Records contained in a dataset
------------------------------------

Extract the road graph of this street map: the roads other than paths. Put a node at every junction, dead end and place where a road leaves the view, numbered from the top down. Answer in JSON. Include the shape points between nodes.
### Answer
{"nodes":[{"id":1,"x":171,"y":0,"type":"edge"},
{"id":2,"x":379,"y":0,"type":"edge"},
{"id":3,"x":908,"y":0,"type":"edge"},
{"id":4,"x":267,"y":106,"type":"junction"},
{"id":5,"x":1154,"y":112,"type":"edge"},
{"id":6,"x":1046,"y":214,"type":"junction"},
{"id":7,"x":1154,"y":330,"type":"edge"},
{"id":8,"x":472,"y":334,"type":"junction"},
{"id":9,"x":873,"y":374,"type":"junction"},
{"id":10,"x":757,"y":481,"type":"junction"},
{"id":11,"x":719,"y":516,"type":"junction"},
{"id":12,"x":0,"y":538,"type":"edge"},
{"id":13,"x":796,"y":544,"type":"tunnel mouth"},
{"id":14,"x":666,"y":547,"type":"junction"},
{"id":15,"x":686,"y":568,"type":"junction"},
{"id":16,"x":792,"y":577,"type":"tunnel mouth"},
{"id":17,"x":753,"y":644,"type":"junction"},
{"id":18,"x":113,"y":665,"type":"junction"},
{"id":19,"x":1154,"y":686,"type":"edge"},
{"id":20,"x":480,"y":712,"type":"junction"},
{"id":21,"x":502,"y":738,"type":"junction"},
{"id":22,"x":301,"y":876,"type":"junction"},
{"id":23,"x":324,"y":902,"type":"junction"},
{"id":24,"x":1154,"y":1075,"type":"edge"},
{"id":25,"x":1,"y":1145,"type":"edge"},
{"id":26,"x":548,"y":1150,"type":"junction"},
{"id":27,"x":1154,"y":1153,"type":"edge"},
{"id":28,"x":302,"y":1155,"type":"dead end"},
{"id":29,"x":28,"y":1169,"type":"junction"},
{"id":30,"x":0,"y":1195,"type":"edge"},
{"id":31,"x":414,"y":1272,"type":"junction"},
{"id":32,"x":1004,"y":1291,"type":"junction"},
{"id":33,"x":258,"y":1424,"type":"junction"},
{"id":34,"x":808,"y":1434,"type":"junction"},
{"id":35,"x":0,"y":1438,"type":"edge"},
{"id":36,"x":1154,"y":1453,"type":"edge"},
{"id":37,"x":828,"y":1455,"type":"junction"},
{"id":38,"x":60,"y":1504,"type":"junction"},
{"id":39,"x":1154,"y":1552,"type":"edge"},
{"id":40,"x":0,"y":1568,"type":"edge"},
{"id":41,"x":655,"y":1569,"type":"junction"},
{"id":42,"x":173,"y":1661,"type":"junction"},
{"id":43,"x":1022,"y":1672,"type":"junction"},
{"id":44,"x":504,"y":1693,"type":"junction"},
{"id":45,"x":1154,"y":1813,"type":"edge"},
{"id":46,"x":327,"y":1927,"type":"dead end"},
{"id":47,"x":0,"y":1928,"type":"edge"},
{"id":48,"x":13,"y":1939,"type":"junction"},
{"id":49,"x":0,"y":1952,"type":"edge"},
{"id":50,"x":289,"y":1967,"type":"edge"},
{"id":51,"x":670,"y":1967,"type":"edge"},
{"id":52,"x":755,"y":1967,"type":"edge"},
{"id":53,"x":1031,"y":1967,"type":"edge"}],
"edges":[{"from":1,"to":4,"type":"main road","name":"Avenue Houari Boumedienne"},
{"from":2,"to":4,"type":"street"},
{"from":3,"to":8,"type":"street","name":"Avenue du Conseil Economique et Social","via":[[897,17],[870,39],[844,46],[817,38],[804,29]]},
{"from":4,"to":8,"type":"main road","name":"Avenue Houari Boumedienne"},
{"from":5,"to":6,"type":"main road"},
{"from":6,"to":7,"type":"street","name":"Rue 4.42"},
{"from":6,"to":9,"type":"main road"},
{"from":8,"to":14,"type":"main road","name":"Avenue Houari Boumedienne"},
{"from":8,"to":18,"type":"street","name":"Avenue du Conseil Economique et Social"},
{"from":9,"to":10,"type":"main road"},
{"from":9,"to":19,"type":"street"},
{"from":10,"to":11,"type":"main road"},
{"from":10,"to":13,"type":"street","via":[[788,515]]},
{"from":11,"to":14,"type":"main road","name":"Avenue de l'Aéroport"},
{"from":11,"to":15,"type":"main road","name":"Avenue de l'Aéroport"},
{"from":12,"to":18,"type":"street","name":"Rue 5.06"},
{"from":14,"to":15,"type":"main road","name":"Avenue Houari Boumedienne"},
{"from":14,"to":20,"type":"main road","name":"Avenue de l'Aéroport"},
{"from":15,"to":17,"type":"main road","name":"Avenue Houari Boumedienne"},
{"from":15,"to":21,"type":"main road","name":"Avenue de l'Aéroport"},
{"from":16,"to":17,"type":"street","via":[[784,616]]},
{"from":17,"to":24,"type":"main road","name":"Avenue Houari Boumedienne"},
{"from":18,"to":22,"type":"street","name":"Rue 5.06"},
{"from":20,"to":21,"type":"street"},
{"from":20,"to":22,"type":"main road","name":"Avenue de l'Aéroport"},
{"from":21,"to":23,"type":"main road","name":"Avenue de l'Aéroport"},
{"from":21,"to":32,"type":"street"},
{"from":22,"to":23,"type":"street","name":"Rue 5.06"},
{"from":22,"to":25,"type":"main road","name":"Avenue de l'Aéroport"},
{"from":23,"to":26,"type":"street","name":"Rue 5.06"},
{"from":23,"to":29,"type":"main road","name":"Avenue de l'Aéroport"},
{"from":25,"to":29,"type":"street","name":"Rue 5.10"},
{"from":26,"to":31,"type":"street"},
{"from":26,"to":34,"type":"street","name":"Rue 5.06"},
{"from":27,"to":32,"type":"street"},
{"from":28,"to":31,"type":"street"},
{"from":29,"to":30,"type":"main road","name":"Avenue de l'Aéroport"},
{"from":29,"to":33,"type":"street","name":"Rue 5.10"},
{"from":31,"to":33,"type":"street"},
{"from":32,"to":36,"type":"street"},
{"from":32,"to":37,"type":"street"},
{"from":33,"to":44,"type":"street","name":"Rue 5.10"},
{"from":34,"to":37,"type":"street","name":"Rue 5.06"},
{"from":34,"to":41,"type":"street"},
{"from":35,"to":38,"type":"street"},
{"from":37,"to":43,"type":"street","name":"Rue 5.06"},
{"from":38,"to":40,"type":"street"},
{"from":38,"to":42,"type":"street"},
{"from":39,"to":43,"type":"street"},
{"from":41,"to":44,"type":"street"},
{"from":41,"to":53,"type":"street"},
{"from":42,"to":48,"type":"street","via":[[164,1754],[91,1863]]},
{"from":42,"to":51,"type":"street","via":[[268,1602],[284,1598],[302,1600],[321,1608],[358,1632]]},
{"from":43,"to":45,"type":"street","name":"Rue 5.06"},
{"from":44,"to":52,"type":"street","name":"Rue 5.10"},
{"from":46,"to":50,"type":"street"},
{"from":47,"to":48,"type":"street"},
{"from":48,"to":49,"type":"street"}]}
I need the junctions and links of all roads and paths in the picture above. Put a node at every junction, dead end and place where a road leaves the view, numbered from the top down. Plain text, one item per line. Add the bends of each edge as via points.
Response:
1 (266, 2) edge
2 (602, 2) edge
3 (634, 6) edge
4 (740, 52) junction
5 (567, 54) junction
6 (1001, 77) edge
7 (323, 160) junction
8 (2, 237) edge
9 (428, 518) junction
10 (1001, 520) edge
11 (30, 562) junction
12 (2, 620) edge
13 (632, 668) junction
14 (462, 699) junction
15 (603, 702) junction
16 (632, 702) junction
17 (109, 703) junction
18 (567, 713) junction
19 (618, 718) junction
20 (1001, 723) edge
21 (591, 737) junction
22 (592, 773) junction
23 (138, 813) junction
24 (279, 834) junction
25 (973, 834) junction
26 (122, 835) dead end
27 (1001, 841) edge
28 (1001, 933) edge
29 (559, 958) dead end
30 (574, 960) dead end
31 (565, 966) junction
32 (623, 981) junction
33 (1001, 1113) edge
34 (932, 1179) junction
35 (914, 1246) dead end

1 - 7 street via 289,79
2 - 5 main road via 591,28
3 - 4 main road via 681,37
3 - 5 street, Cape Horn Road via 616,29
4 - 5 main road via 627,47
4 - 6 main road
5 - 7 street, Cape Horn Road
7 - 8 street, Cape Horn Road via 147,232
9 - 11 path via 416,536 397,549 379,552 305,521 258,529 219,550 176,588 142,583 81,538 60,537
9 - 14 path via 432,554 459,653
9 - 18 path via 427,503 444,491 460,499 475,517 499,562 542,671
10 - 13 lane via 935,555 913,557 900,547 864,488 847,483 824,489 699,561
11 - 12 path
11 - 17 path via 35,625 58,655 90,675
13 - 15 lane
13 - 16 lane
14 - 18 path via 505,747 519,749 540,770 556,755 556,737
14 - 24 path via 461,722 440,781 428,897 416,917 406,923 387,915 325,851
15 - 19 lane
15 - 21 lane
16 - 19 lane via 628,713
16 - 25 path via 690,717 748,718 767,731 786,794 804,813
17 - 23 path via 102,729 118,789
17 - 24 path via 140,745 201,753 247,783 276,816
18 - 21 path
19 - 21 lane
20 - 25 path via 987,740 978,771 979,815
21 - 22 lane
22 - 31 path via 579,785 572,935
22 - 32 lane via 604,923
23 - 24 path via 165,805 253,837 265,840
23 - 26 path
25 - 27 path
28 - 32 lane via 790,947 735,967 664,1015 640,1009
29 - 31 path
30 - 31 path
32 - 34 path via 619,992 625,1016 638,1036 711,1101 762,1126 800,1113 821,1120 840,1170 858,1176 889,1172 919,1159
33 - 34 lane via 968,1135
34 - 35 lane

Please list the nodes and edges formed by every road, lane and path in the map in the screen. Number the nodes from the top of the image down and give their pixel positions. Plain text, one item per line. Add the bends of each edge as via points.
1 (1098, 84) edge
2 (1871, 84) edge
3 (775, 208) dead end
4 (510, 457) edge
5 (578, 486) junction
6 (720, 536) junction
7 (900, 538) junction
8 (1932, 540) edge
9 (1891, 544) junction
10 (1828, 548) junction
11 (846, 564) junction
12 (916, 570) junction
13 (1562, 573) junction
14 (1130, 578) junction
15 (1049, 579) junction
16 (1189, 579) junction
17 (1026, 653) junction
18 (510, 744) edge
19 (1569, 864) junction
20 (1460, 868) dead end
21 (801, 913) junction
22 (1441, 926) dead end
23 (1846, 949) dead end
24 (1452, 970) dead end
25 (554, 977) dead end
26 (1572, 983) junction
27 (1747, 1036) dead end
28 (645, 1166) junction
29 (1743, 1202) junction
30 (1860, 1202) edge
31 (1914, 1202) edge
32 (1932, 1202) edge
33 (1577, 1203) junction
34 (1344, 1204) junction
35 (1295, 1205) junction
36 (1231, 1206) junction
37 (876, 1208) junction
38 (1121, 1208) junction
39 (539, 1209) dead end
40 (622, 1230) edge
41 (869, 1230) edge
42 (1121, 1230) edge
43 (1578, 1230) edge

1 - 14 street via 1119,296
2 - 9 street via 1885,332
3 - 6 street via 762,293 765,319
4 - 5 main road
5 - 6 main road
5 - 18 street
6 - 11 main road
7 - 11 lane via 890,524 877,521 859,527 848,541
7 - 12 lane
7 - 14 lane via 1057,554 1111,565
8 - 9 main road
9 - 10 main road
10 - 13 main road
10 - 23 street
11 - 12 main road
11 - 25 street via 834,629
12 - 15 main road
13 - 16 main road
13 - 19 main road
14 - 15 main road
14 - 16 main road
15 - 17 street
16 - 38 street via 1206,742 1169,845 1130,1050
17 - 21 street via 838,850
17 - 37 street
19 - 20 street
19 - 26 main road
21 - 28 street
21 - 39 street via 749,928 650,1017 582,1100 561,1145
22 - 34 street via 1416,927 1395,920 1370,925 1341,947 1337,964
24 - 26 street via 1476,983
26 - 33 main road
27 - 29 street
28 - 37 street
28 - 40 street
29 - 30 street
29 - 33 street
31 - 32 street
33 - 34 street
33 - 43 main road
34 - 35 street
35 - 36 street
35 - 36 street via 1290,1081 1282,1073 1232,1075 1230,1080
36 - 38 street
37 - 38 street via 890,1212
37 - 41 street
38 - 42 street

------------------------------------

* **WHAT IS NEEDED**: Using the entries above, work out the number of lines containing the string "Answer", and supply only that number.

* **SOLUTION**: 2